O Pato Amarelo e a História
Conhecedores da realidade sabem que os patos só são amarelos – quando são amarelos – enquanto filhotes.
Na vida adulta, precisam assumir
suas cores definitivas e lutar contra um dilema contemporâneo, pois onde ainda
existem água e comida abundantes, seus predadores naturais estão à espreita;
onde reina sozinho o predador-mor, água e comida estão minguando. Algumas
espécies encaram longas e exaustivas jornadas migratórias pelos céus, de ida e
de volta, para inveja de seus semelhantes domésticos, cujo destino fatal é
inexorável.
Talvez por isso o pato-amarelismo tenha encontrado tantos adeptos por estas bandas.

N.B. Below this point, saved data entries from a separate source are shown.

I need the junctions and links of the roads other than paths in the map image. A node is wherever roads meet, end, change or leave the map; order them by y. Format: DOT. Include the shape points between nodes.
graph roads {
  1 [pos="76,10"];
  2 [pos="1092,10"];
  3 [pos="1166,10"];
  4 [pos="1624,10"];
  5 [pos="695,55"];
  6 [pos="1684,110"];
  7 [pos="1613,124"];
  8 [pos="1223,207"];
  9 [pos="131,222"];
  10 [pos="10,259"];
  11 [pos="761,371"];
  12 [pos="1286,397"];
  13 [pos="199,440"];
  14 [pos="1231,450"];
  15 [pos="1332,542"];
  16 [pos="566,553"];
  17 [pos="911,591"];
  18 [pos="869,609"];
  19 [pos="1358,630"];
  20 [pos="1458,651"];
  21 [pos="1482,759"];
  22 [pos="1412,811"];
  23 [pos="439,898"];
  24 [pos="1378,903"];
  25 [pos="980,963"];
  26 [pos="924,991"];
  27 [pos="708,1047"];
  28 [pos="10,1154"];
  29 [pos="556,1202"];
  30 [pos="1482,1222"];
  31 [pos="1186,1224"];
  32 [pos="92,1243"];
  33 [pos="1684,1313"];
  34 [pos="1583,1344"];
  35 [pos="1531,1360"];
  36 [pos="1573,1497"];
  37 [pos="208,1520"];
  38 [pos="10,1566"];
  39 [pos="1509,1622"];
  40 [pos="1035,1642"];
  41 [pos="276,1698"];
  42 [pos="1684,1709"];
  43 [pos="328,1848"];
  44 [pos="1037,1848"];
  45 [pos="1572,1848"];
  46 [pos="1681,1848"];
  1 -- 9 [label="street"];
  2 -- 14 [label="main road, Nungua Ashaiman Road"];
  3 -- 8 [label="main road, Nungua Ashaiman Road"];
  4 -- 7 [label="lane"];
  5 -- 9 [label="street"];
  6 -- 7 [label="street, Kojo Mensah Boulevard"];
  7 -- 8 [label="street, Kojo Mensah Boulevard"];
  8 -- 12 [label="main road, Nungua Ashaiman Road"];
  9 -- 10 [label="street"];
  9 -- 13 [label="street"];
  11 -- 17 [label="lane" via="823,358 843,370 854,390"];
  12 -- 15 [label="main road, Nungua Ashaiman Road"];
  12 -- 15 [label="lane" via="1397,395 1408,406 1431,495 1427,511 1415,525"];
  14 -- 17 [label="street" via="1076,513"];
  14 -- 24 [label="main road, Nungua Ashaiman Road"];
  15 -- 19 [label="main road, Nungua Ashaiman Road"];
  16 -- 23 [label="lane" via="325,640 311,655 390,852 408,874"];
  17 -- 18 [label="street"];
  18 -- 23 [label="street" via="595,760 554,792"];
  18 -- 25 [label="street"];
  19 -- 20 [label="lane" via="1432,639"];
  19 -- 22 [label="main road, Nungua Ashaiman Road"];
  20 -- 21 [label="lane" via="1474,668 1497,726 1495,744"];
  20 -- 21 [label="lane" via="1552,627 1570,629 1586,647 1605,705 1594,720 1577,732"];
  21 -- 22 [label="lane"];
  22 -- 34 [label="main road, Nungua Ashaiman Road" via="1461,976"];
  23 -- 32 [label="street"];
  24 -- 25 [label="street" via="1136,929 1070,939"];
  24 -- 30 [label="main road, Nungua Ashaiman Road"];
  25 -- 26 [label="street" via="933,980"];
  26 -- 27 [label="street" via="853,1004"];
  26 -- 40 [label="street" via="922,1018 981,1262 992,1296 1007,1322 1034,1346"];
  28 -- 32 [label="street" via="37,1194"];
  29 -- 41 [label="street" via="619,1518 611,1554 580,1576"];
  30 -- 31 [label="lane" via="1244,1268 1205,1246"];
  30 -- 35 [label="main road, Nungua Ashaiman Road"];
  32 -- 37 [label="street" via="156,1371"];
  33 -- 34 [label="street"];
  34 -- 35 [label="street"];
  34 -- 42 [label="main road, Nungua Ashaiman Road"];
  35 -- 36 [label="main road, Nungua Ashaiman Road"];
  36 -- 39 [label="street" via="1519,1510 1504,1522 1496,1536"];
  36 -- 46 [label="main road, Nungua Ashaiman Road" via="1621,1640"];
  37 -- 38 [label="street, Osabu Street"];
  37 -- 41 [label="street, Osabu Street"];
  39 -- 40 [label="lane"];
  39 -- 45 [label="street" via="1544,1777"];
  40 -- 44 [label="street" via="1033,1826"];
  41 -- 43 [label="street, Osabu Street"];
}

A História do Brasil revela uma
sequência interminável de decisões ruins, e os responsáveis por elas raramente
arcam com as consequências. Na hora de pagar o pato, voltam para o ovo, ou voam
para longe, sem gastar sequer a força das próprias asas.
Depois de fazer fortuna
explorando o trabalho forçado do povo negro, os escravocratas deixaram atrás de
si, além da conta do atraso, uma dívida social que ainda está para ser paga. No
fim, ainda posaram de injustiçados.
Com as oligarquias agrárias e
industriais que se sucederam, não foi diferente. A conta do desmatamento e da
ocupação desordenada das grandes cidades foi sendo empurrada para as próximas
gerações.
A segunda metade do século XX viu nascer o império das grandes empreiteiras, que vendiam seus serviços aos governos e empresas
estatais num modelo de negócio que incluía corrupção e cartelização. Quando a
casa caiu, delações salvaram pescoços e demissões salvaram fortunas. O problema
é que, ao contrário dos delatados, os demitidos não tinham nada a ver com o
pato.
Quando chegou a sua vez, a
oligarquia financista mostrou que dá para lucrar com a crise, sem a crise,
causando a crise e impondo a solução da crise.
Tudo isso permeado pela emergência, entre cortes e quarteis, de uma nova espécie de nobreza, e vou ficar por aqui, pois exemplos não
faltam.
Com as honrosas exceções de
praxe (repita-se sempre), é um grupo que se comporta como filhotes, recém-chegados neste
mundo. Do passado, só herdam aquilo que lhes apraz. Nos momentos de bonança, advogam o próprio sucesso, mas na hora da crise
posam de injustiçados e rapidamente se esquecem das décadas de subsídio, de
reserva de mercado, de privilégios, benefícios, descontos e anistias. O
fracasso é sempre dos outros.
Esse comportamento birrento e
irresponsável de uma gente que exerce o poder econômico, mas não assume a
responsabilidade dele decorrente, acabou mimetizado por boa parte da
população, em especial entre a classe média, que, nas últimas eleições, achou
que era uma boa ideia fazer arminha com a mão e dar um tiro no pé, votando por
um retrocesso de cinquenta anos.
Agora, o que nos aguarda é uma
longa e exaustiva viagem de volta, e parte daqueles que nos trouxeram até aqui
já estão com o discurso pato-amarelista na ponta da língua, como se não
tivessem nada a ver com o peixe, ou melhor, com o pato.